The original Shadowgate was released for the Mac in 1987 and was ported to a variety of systems including the NES. It terrified me as a kid. The cartridge sits on a shelf next to my NES, to this day unfinished. I have, though, read one of those videogame novelizations we call walkthroughs to the end. The walkthrough was easier to get through because it didn’t have the your-torch-is-about-to-go-out-and-you-are-about-to-die music or the room transition sound effect. (Zojoi’s Kickstarted remake has orchestrated versions of that eight-bit music, but includes “retro mode” options for music, transitions and text.)
I tell you this because I have no idea how this will play for someone not familiar with Shadowgate. Text that is an obvious reference to the difference between a room in this game and the original version might seem like a weak, non-sequitur cliche (mentioning how you’re at the “end of your rope” in a room that used to hold an enchantable rope but is now flooded.)
Anyway, back to those sounds. For adult-me, they still induce a feeling that I more commonly associate with an unprovoked anxiety attack: mild, targetless dread. Impending death.
This Shadowgate has the burning-out-torches and an early cursing that, at least in Master Mode, can lead to your death before you’ve had a chance to chase the MacGuffin down. It’s a Warlock Lord named…honestly, I can’t really remember. There are so many bizarre consonant-vowel combinations for all the dead characters whose books and scrolls you occasionally come across. Lore fleshes out the basic “dark lord wants power, you need to gain your OWN power to defeat him before he gets his power, yours is more legitimate power because an old dude with a beard told you to get it and also you are the Seed of Prophecy and you have proven your worth by solving these puzzles” puzzle-solving motivation.
Usually, these lore-sources don’t go over a few sentences and are occasionally important for solving puzzles, clues with varying degrees of subtlety: That “one readable passage” that is a list of names is clearly there for a reason and oh you just happen to have found a similar list elsewhere!
That’s being a bit glib; piecing together puzzles from hints in the game, a literal lateral thinking, and the occasional help from Yorick, the talking skull who cracks jokes and will give you hints if you ask for them (and, occasionally, if you’ve wandered around for a few hundred turns without doing anything, even if you haven’t) resulted in more than a few “aha!” moments. A few of them were slightly more colorful, as the solutions seemed so obvious in hindsight.

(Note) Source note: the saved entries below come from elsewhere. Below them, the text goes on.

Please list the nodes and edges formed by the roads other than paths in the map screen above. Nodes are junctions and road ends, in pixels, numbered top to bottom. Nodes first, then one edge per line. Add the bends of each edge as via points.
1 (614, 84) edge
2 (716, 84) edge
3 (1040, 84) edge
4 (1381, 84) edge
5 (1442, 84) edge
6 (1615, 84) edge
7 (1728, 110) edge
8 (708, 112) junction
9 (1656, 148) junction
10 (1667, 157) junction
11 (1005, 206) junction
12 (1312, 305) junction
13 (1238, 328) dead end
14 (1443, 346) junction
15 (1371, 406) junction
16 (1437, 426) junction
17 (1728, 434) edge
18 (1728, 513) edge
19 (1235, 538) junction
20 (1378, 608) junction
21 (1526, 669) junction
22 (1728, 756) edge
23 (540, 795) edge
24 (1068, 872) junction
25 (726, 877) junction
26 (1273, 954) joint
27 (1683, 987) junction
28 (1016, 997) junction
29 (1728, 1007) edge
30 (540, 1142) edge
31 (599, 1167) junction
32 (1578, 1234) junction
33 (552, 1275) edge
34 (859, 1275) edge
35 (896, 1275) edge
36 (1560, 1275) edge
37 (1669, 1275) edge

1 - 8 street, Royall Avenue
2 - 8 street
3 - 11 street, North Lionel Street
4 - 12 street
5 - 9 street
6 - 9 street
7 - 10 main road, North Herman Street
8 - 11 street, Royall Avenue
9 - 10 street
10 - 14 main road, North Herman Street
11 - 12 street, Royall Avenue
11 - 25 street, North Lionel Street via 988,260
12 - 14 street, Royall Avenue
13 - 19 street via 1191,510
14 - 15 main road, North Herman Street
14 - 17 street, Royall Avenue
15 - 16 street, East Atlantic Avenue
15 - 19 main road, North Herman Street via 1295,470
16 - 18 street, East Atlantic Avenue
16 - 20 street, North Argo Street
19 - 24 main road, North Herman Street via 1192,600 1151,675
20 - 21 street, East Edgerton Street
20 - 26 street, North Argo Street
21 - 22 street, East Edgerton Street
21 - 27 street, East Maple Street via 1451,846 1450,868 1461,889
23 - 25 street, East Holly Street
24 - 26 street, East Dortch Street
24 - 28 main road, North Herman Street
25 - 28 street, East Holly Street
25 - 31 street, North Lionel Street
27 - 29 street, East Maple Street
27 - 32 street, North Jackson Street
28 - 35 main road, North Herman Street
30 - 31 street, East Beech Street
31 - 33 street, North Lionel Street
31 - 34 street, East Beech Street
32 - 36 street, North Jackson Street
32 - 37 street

The different difficulty settings change the kind of hints Yorick gives, and how different puzzles are solved. An early example: The door on the first screen is framed with skulls. In Master difficulty, three of the skulls are missing. In Novice, only one is. There were times, I’ll admit, where I found myself trial-and-erroring my way to figure out what to do next. Because so many of the puzzles in this game involve items, even with Yorick and the lore you’re not ever quite sure you’ve got the right item that you need for a puzzle. Torches burn down and the curse progresses until cured on a turn-by-turn basis, so trial-and-error becomes a very risky proposition. Saving often is crucial, and I often employed a strategy of “save, try a whole mess of different things until you figure out the correct next step, then reload that save and move forward”. It turns save management into a part of the game, a built-in tool to assist speed runs.
Because the game is all pointing-and-clicking, there’s no punishment for slow reflexes. The only manual dexterity that’s required is being able to click an object on the screen. So if you don’t want to game the save system, a good memory or a set of notes means that you’re probably never ten or fifteen minutes worth of clicking to get back to where you were from the last auto-save after you die.
You will die a lot. Aside from the torches and the curse, death in Shadowgate is not a matter of attrition. No brutally graphic images that reward your emptying health bar with spectacle even as your time spent playing is taken from you. Walk into the wrong room without a shield equipped, try and TAKE the wrong item, stay too long in the wrong place and it’s a gruesome bit of text, a fade to the image of the grim reaper, and back to the menu screen.
These digitally painted screens use an Impressionist style, making it sometimes a bit difficult to tell what you can and can’t interact with. There’s no “hit a button and things will sparkle” hint option, but selecting objects causes them to pulse so usually after a few seconds on a screen you have a good idea of what can and can’t be touched.
I can’t be touched by Shadowgate in the way I was by the original. Twenty-five years have maybe left me a little less sensitive to on-screen dread. The elaborations of the art, the music, the atmosphere, they fill in some blanks that I didn’t even notice before.
This is a solid adventure, one that I gladly would have played even if I hadn’t any history with the original game. That history was both a help and a hindrance: It provided me with clues to some puzzle updates and red-herringed me (which I’m sure was the designers’ intent) on others. Maybe it primed me to be more forgiving of instant-death and borderline dark-fantasy nonsense. But I can’t say I’m disappointed.
Brian Taylor is waiting for a Déjà Vu remake.